## [Task prompt]
Pick every line with "Answer" from the material below.

## [Data listing]
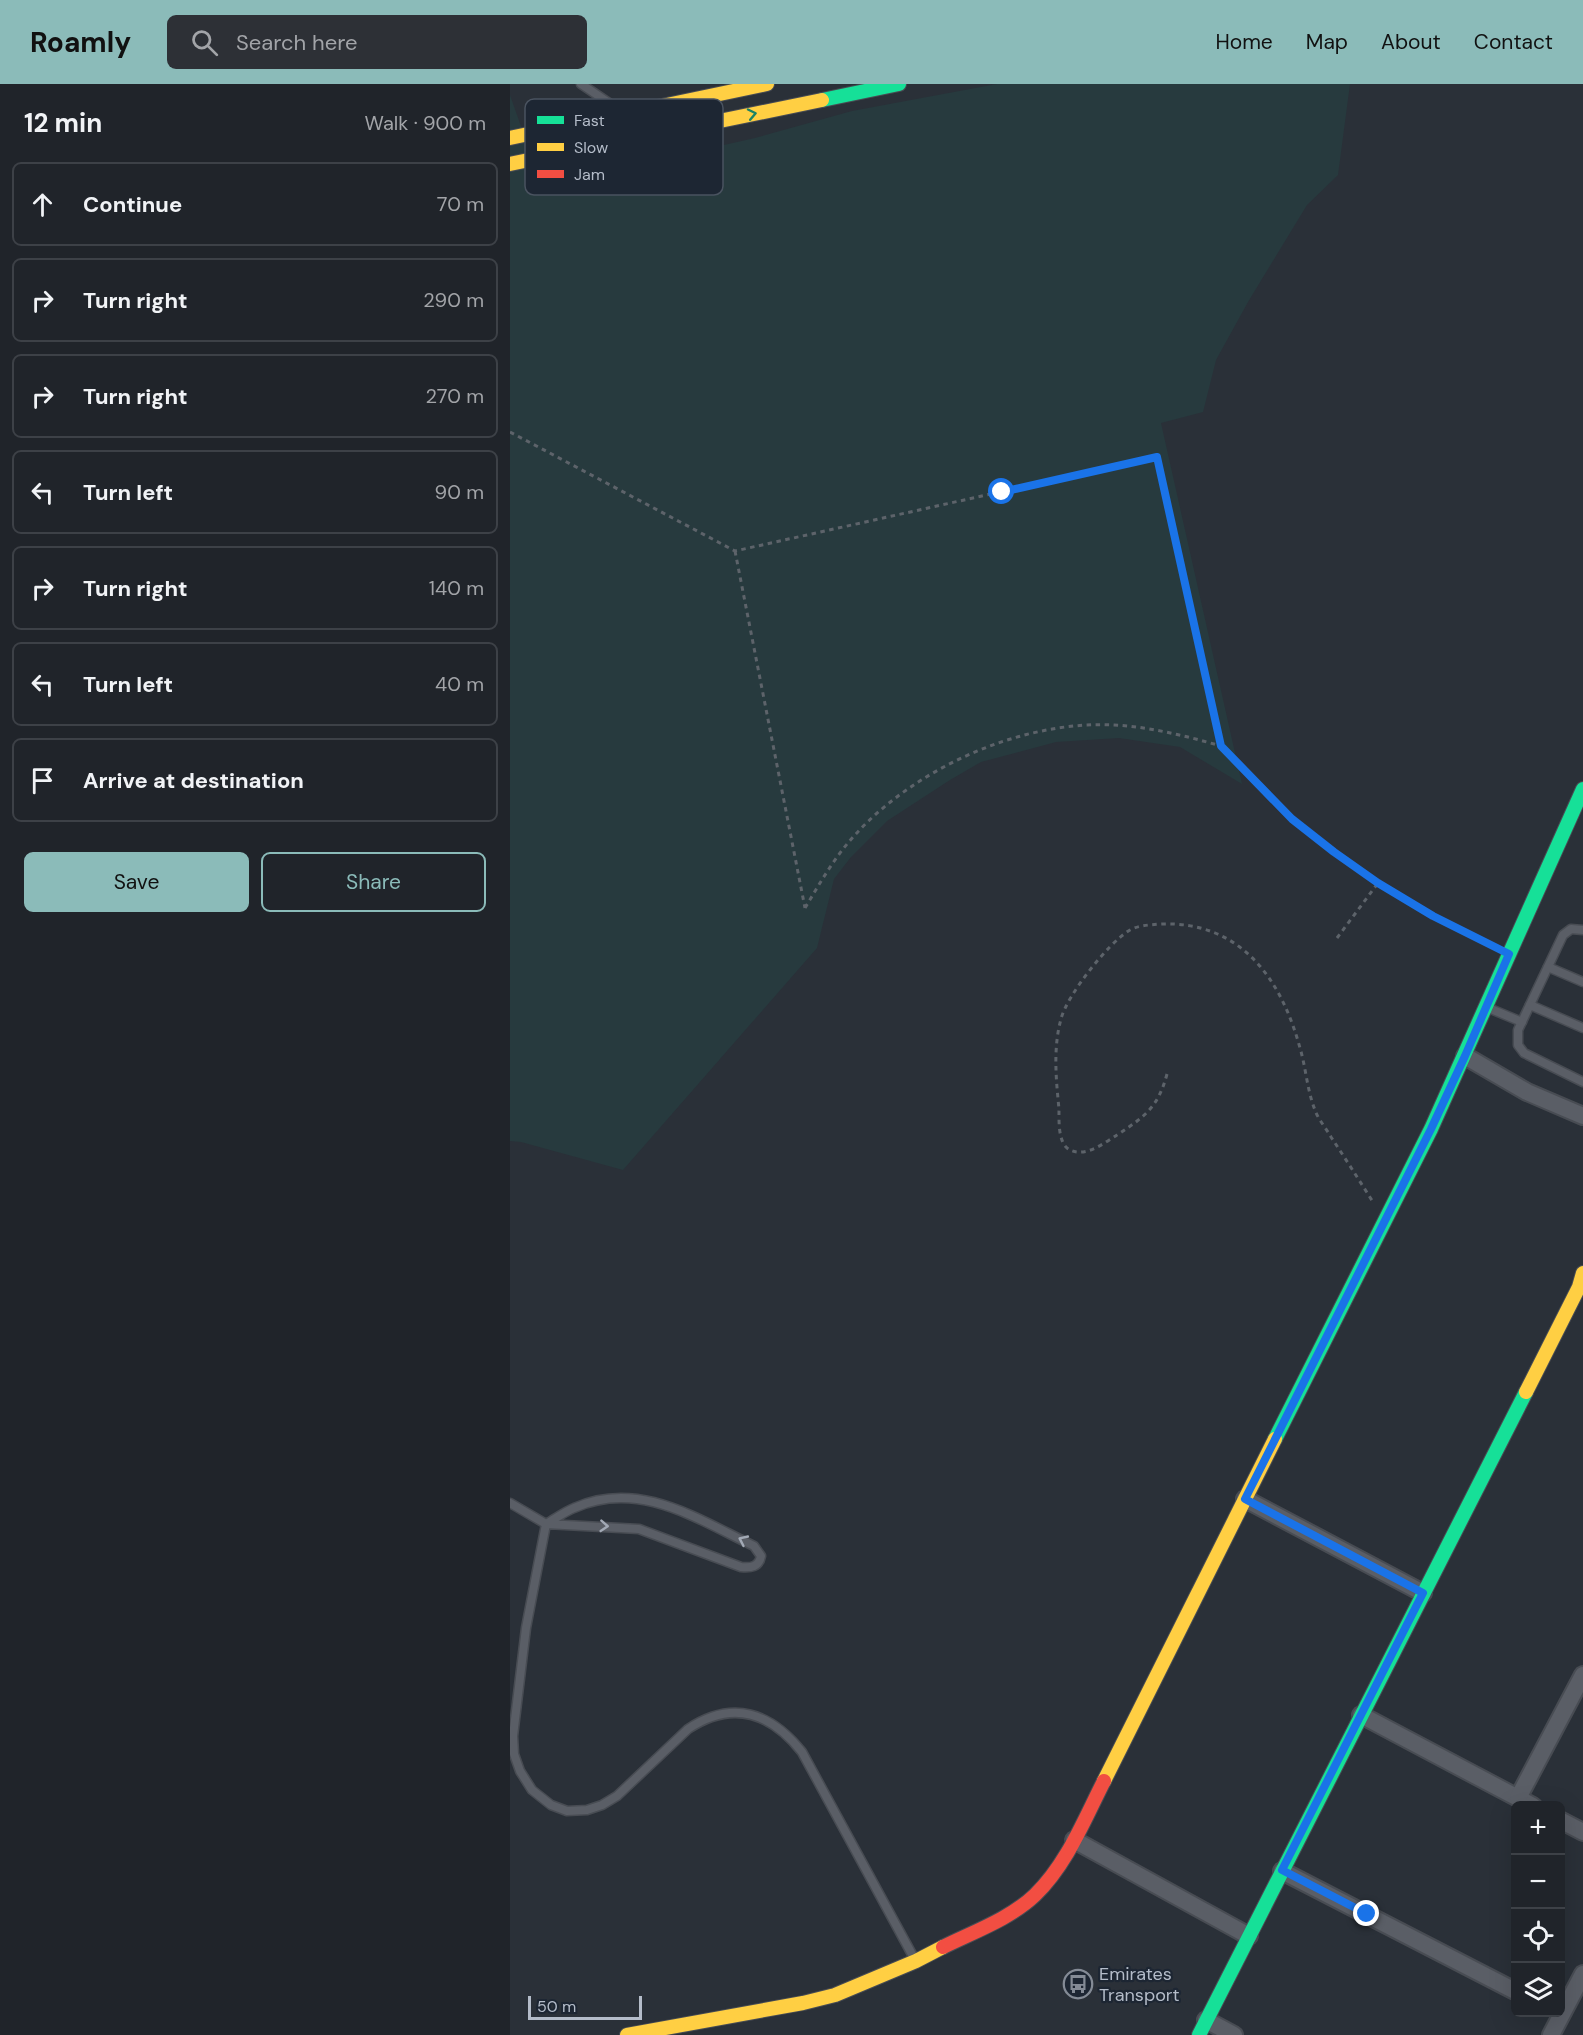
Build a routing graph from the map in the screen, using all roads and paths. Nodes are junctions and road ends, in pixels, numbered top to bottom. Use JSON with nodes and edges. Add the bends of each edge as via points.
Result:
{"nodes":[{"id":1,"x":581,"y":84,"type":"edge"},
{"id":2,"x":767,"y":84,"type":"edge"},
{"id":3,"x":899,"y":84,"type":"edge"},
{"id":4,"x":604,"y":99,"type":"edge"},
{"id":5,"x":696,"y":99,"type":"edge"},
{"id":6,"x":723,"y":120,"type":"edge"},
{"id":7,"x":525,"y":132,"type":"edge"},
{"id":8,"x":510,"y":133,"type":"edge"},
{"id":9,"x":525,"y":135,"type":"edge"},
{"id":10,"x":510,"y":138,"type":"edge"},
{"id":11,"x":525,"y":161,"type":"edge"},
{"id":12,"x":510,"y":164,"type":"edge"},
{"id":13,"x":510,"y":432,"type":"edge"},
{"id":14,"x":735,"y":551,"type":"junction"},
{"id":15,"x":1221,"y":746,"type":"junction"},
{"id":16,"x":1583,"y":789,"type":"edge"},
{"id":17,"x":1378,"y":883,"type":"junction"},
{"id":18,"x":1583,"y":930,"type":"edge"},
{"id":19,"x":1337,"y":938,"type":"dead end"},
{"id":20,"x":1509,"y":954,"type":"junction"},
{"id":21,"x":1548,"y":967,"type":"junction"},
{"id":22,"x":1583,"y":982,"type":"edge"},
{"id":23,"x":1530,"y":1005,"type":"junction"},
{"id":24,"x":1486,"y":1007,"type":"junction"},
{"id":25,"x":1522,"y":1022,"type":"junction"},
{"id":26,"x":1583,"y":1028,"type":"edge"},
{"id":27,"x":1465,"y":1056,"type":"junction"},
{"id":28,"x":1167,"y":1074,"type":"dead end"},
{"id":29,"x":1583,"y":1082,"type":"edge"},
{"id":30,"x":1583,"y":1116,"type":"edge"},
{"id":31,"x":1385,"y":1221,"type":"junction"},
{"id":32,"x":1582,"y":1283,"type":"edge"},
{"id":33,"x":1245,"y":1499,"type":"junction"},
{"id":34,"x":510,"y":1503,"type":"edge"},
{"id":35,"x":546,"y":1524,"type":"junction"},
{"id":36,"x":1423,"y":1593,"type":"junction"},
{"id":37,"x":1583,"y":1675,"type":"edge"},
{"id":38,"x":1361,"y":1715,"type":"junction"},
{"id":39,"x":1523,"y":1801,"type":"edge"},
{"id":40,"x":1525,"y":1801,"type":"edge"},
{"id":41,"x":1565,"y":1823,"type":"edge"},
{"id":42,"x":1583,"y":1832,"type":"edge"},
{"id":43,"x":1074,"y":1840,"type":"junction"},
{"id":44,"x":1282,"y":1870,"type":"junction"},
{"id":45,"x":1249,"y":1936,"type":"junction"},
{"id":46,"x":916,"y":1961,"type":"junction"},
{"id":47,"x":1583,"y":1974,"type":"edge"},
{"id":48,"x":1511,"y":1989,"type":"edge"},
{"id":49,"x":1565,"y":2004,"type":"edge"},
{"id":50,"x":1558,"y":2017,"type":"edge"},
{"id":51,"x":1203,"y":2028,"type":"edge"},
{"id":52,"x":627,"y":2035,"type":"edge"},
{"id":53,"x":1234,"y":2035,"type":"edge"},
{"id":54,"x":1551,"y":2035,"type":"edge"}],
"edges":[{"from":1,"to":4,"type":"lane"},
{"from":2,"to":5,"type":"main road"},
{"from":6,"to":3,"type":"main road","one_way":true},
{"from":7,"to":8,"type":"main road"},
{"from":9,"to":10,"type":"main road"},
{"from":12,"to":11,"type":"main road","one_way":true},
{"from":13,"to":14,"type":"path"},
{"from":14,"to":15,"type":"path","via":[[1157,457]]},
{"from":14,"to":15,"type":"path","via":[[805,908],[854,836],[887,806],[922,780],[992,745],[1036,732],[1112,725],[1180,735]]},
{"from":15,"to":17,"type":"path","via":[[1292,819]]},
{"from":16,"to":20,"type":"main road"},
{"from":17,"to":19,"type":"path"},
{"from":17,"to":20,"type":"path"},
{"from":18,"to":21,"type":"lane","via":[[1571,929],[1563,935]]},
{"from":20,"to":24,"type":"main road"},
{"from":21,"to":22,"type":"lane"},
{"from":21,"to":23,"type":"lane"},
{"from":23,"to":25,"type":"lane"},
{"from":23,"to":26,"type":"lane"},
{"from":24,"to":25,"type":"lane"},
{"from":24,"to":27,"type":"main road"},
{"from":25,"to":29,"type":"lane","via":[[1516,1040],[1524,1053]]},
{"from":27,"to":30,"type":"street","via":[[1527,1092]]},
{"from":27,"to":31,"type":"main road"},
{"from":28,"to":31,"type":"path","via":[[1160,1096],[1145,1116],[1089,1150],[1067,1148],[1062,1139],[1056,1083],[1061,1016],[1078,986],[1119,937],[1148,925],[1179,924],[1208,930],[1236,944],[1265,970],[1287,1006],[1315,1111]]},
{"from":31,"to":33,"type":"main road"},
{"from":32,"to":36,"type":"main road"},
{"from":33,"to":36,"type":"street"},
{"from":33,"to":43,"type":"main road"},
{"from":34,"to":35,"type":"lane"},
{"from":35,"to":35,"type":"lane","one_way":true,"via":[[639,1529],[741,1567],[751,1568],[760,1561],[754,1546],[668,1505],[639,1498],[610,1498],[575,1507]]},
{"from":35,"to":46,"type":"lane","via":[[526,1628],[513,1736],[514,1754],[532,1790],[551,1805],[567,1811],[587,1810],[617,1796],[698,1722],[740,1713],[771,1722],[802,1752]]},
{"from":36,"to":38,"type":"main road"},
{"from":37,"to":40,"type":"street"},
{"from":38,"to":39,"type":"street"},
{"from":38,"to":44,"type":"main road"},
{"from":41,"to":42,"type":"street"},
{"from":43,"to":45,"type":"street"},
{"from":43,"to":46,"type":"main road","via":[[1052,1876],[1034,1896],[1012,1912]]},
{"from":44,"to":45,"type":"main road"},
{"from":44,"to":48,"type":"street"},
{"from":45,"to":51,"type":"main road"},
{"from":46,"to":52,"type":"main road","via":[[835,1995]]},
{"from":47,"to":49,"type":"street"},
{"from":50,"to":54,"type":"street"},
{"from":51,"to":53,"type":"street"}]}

...

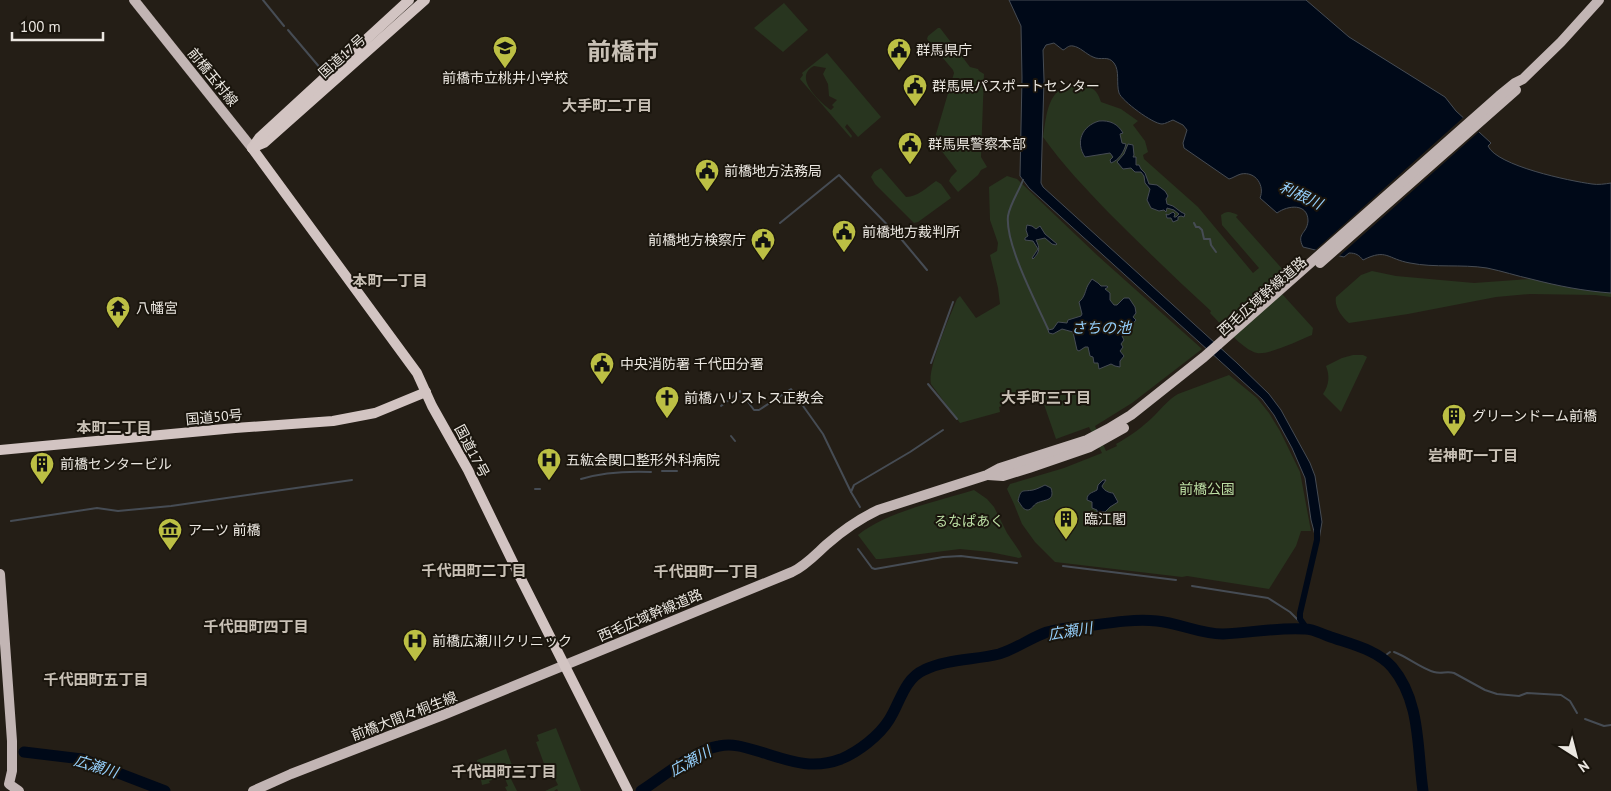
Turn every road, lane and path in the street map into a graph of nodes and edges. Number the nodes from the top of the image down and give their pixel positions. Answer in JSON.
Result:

---

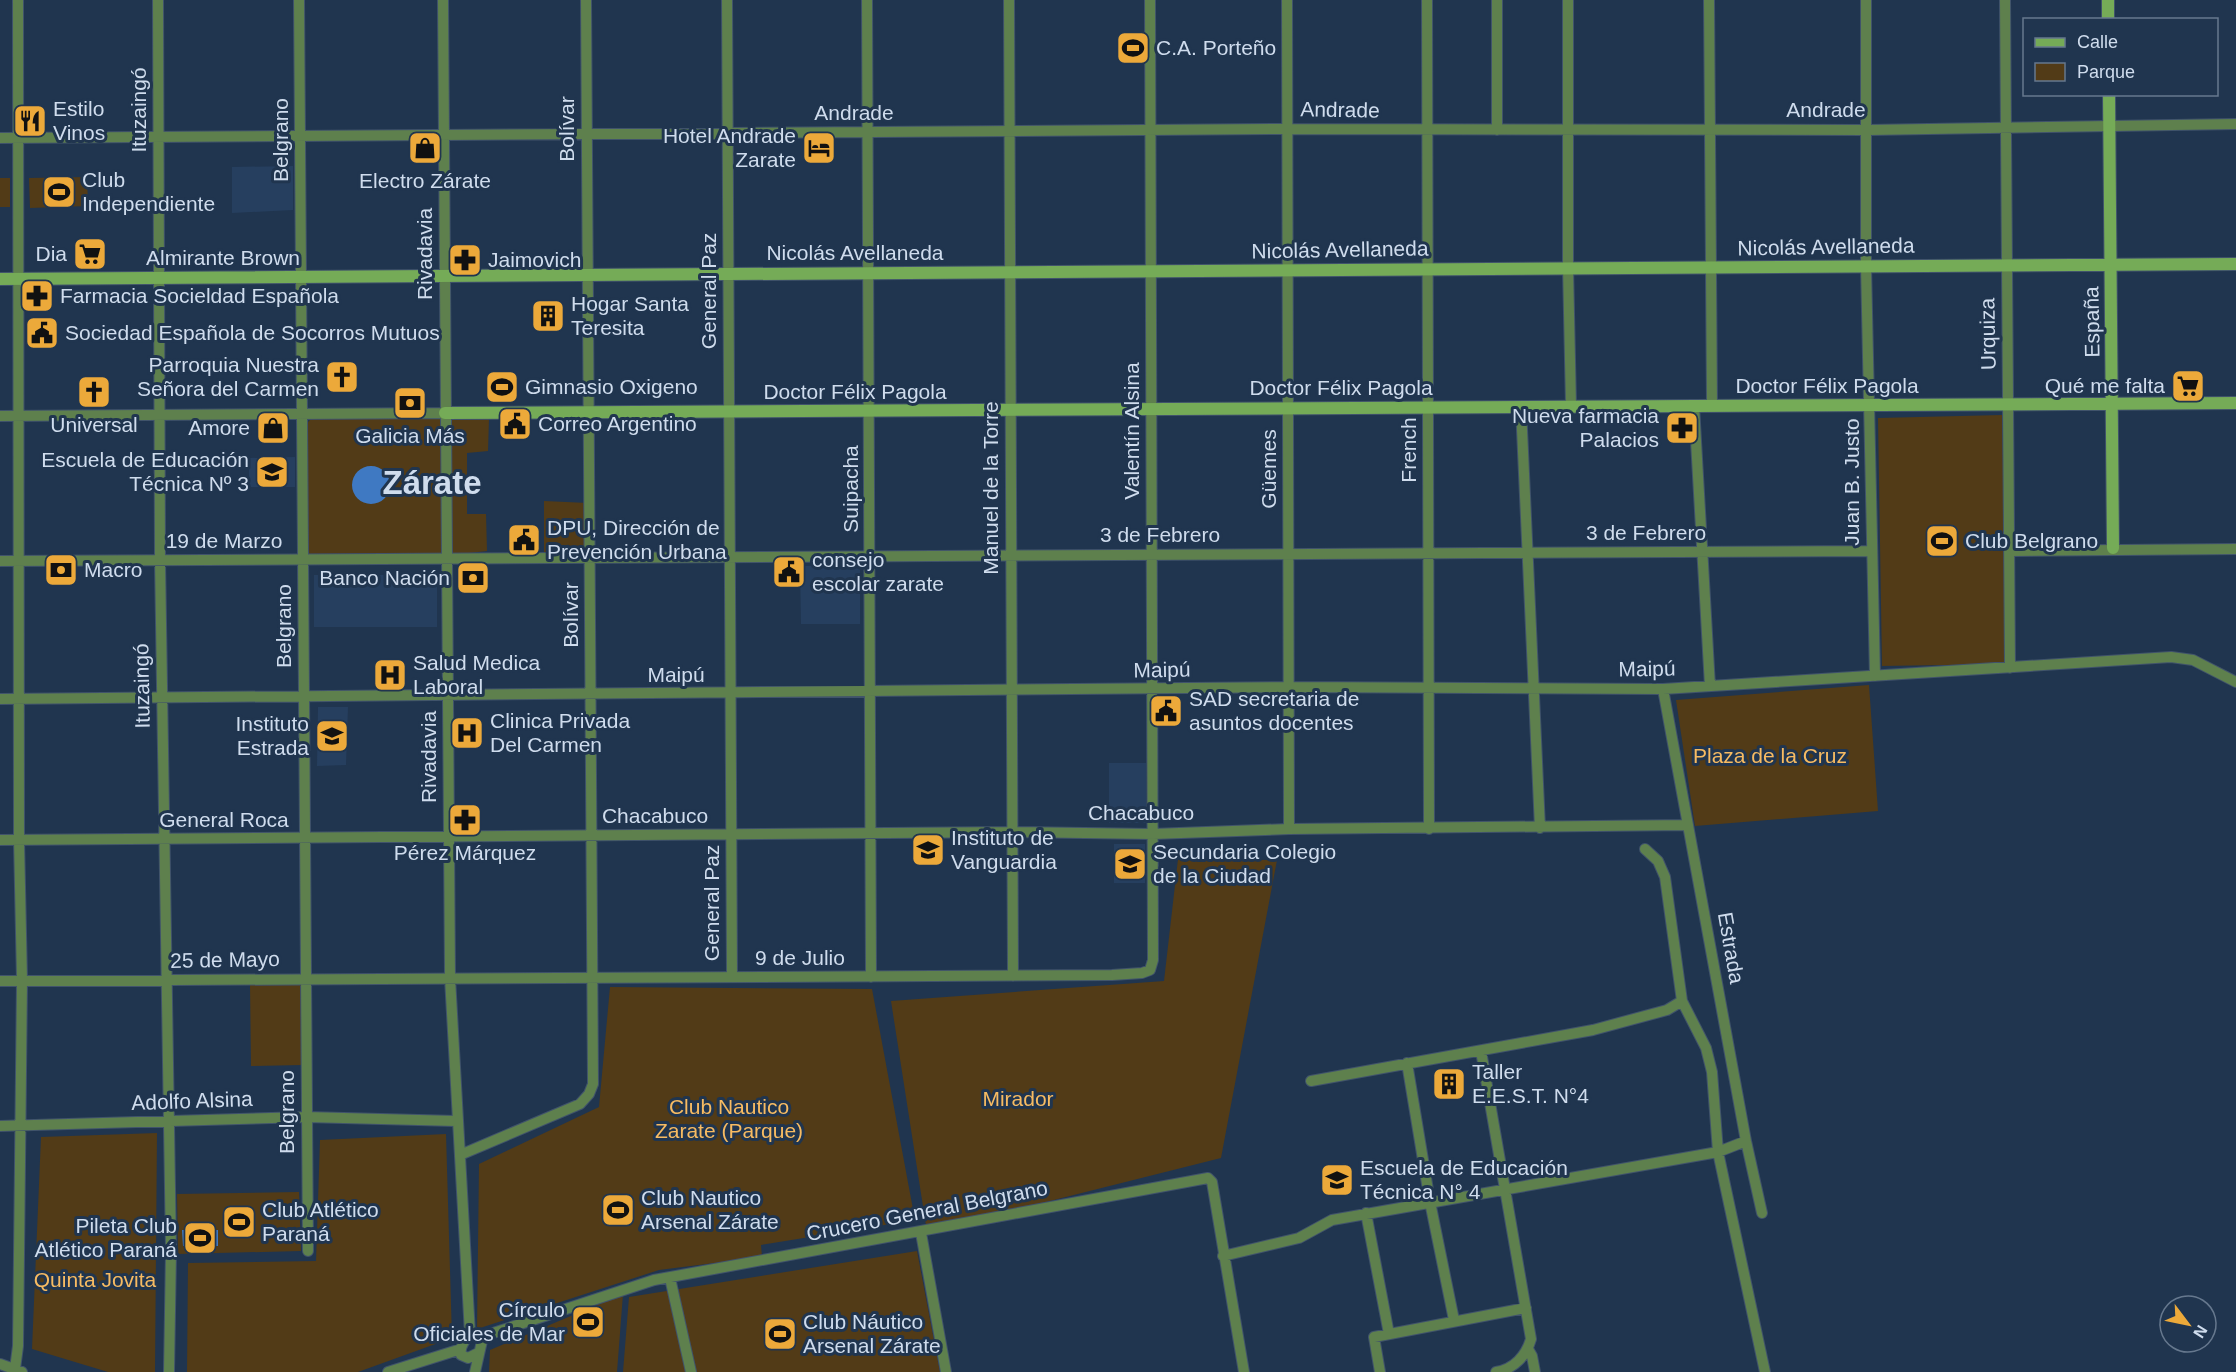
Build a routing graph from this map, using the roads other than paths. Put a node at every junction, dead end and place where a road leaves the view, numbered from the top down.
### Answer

## [Response box]
Turn every road, lane and path in the street map into a graph of nodes and edges. Number the nodes from the top of the image down and give their pixel positions. Answer in JSON.
### Answer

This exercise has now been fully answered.